Simple net sales were flat and below forecasts due to production delays with styles in the ecoSNEAKS collection. Due to these 30- to 45-day delays related to new eco-sensitive material supply, Simple was unable to meet the consumer demand. Management said that these production issues have been resolved and ecoSNEAKS had a “very solid” debut over the past several weeks with retail sales picking up in all channels of distribution. Sales through Simples website were reported as experiencing high double-digit sell-through rates.
In addition, the Green Toe collection continues to grow as a percentage of Simple's overall sales.

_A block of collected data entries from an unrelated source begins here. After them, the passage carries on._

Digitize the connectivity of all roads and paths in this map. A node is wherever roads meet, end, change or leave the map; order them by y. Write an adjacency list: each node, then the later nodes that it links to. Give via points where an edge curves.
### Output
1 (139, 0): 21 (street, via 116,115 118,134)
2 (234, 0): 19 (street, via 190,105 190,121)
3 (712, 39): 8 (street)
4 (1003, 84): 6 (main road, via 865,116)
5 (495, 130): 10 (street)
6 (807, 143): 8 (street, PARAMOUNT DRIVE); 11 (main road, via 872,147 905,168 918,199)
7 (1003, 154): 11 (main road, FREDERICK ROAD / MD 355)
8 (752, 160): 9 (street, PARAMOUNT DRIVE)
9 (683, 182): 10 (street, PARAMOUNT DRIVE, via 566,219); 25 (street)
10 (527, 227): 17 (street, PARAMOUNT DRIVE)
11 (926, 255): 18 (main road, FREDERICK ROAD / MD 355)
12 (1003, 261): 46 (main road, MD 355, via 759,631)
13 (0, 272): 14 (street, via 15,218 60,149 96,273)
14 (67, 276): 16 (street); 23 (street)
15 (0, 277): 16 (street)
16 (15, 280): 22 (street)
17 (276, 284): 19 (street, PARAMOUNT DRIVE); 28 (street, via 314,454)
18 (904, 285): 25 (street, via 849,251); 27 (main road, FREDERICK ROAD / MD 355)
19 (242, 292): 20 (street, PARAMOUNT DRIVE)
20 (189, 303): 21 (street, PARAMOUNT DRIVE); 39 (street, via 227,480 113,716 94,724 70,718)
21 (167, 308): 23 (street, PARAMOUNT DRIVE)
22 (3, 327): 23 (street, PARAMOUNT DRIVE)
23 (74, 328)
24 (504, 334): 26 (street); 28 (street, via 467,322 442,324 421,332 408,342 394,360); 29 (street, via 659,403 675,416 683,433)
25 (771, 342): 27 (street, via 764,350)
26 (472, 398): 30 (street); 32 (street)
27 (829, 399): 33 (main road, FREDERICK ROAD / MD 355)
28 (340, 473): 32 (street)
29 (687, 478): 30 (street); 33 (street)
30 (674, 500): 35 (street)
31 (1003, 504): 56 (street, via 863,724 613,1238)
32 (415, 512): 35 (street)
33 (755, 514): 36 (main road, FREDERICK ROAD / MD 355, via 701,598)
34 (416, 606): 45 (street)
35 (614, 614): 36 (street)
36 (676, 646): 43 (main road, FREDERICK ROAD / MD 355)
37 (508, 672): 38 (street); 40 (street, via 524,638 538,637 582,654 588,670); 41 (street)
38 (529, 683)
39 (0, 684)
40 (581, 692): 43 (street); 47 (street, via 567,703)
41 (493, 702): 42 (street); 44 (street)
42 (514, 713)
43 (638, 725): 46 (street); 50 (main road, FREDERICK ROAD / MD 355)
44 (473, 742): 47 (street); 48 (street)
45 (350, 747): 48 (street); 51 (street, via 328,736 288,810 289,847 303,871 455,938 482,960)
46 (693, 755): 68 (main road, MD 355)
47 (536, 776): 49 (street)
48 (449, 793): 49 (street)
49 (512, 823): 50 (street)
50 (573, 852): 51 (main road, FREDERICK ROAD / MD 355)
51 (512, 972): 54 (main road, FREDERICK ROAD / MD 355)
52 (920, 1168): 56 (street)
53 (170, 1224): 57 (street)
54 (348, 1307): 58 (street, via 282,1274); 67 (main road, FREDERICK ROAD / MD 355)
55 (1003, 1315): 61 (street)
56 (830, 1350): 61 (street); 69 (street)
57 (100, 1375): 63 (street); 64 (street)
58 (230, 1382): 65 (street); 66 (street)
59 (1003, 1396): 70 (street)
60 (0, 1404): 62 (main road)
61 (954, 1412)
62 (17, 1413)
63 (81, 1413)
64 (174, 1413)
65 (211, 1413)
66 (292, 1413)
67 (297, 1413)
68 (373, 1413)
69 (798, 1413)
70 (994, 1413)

Included in the numbers for all of Deckers brands are consumer direct sales of $10.6 million. This is an increase of 82.3% from $5.8 million in the third quarter last year. Sales were up in both the Internet business and the retail stores. Unique visits to the UGG, Teva and Simple websites were up 70%, 22% and 108%, respectively.
International sales for all three brands increased 58% to $14.2 million compared to $9 million in the third quarter of last year. As a percentage of international sales, UGG is catching up, but Teva is still DECKs strongest business.
Gross margin for the third quarter remained consistent, while SG&A expenses for the quarter were down slightly as a percentage of sales. Marketing spend this year will be comparable to 2006.
For the fourth quarter, DECK expects revenues to increase approximately 35%, up from previous guidance of approximately 30% growth. Fourth quarter diluted earnings per share should increase 15%, up from previous guidance of 10% growth. Full year revenues should increase approximately 39%, up from previous revised guidance of 35% growth. Diluted EPS should increase approximately 35% over 2006, up from previous guidance of approximately 25% growth.